### WHAT YOU ARE ASKED TO DO
Pull out each line of the data that includes the word "Culberson".

### Saved data entries

|---|

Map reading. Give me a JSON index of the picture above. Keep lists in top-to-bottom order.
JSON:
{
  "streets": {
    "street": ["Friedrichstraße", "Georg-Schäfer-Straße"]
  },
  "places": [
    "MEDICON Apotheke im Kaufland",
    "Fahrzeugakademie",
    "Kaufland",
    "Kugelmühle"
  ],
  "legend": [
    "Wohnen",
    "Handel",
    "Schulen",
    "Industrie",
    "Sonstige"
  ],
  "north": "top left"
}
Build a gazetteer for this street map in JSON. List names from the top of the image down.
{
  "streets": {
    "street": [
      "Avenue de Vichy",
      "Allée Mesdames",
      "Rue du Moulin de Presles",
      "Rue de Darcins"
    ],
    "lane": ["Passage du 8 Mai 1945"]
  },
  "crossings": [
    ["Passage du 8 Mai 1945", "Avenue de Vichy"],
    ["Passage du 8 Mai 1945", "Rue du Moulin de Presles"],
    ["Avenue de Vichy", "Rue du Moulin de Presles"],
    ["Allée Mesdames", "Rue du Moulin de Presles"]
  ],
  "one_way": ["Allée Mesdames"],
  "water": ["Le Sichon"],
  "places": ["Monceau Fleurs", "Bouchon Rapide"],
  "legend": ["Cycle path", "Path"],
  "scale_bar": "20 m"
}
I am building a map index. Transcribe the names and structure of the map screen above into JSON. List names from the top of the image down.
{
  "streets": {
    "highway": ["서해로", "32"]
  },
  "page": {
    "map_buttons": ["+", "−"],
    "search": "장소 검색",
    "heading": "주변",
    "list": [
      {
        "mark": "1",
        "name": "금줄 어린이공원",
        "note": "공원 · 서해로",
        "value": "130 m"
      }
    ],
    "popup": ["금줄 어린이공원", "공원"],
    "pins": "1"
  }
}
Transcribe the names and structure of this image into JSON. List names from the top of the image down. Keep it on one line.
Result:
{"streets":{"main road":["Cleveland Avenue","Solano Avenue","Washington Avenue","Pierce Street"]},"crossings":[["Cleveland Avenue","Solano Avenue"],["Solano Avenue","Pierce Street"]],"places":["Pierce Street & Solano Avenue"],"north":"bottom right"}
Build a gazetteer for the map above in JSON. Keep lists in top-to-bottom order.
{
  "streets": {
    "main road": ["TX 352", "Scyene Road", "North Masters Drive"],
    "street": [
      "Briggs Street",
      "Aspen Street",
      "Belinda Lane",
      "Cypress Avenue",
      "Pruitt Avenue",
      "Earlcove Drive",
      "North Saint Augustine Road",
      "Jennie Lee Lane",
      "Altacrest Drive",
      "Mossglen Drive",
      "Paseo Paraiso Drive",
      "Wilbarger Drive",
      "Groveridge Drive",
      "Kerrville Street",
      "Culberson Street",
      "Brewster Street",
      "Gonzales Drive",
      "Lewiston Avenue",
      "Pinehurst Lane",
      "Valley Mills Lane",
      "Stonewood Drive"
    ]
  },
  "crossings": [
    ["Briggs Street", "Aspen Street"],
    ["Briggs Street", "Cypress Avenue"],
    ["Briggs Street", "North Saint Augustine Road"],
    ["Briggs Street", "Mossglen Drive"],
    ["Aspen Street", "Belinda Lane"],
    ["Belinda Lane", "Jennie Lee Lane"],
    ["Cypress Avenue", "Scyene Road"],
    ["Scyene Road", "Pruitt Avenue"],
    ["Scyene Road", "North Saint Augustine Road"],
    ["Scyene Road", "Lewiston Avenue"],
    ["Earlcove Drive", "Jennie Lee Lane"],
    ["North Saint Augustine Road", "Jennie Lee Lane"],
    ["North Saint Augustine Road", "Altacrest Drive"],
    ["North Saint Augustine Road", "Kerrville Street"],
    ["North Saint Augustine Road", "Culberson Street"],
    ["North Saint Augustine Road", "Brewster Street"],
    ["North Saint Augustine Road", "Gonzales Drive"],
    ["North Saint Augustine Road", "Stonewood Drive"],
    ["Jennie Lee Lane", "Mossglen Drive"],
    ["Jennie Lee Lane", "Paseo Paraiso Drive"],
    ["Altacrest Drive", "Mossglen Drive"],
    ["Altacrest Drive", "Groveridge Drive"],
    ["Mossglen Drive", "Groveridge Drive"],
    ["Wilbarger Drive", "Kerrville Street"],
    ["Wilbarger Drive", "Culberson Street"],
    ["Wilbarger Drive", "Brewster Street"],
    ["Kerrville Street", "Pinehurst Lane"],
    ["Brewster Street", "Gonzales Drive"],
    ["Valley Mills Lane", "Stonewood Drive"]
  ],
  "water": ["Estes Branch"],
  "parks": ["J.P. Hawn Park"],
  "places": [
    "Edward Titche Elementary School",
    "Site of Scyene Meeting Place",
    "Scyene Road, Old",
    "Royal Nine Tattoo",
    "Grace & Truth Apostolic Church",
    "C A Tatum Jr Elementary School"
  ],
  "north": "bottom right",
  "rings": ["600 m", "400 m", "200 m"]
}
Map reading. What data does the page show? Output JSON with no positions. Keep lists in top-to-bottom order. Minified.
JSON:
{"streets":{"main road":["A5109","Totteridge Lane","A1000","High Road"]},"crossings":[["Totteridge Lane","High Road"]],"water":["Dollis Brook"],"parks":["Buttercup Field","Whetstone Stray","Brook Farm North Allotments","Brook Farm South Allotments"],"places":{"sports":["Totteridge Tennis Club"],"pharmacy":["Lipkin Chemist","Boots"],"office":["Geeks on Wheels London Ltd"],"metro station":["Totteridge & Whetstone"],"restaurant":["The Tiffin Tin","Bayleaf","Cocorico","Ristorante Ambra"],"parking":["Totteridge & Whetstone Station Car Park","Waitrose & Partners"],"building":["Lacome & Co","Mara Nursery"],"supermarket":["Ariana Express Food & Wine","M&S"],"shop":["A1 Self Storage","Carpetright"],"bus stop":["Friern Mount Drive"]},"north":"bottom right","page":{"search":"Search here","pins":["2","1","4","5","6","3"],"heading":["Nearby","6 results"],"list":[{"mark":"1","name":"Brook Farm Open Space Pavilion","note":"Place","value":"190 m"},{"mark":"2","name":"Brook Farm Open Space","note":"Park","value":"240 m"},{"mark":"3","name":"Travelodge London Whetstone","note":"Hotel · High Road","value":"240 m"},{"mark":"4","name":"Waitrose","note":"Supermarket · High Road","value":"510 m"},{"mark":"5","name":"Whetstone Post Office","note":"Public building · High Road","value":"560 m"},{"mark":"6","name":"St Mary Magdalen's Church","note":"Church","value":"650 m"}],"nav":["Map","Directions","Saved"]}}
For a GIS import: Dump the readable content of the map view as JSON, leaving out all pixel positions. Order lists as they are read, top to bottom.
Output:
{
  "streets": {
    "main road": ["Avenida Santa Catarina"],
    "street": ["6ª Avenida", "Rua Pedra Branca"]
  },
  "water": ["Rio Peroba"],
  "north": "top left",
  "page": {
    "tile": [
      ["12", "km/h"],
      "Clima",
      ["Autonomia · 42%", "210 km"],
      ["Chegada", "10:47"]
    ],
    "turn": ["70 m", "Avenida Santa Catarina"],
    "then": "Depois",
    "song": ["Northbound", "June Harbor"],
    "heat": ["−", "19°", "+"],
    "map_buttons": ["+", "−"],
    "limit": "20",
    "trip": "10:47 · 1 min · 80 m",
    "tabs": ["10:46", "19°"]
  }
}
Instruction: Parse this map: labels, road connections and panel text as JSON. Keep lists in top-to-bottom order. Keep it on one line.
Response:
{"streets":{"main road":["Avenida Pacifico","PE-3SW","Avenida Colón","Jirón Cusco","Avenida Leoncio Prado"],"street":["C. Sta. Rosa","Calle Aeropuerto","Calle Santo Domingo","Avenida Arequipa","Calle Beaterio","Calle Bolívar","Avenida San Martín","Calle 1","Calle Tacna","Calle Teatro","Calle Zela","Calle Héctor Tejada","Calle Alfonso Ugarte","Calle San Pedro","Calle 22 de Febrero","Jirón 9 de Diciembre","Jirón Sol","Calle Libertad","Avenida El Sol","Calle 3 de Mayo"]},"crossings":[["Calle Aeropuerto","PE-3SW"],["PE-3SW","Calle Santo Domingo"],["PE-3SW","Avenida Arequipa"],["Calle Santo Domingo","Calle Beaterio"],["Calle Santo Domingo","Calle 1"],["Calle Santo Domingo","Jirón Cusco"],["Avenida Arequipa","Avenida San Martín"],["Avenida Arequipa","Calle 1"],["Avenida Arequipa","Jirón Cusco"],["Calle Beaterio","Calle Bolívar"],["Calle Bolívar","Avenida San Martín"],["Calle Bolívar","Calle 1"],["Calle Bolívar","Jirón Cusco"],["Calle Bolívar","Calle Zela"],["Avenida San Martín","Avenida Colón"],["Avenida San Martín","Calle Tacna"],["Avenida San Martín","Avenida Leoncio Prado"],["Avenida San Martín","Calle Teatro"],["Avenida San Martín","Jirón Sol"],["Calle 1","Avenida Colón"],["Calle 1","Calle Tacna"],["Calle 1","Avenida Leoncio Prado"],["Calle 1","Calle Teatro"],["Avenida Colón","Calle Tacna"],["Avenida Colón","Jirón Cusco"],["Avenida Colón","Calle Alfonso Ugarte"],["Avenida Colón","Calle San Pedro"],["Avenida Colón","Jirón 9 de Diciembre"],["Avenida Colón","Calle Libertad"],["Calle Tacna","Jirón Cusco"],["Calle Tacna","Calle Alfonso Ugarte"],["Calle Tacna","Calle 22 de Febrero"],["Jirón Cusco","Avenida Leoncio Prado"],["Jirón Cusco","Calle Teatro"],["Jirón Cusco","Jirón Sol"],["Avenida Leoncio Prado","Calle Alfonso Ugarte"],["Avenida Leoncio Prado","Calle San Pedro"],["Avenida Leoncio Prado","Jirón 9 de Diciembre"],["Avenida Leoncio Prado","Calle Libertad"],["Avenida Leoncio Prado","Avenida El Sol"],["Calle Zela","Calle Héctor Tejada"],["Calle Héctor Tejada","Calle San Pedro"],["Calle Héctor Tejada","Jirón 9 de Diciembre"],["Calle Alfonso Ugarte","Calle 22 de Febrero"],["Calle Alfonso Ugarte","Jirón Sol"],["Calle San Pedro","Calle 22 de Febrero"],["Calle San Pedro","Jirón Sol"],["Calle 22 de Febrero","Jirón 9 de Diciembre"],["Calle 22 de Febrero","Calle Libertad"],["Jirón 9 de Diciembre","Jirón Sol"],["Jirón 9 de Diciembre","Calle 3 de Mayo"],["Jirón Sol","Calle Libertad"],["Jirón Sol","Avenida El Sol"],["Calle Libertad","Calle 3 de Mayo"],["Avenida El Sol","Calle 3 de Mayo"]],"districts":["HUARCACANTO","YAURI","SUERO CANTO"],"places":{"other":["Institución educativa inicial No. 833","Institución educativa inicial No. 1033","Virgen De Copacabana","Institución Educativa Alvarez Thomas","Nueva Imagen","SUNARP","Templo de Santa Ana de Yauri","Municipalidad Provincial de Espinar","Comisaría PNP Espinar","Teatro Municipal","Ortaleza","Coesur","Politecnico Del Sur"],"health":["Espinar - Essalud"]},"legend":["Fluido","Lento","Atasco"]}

|---|

### ANSWER BOX
      "Culberson Street",
    ["North Saint Augustine Road", "Culberson Street"],
    ["Wilbarger Drive", "Culberson Street"],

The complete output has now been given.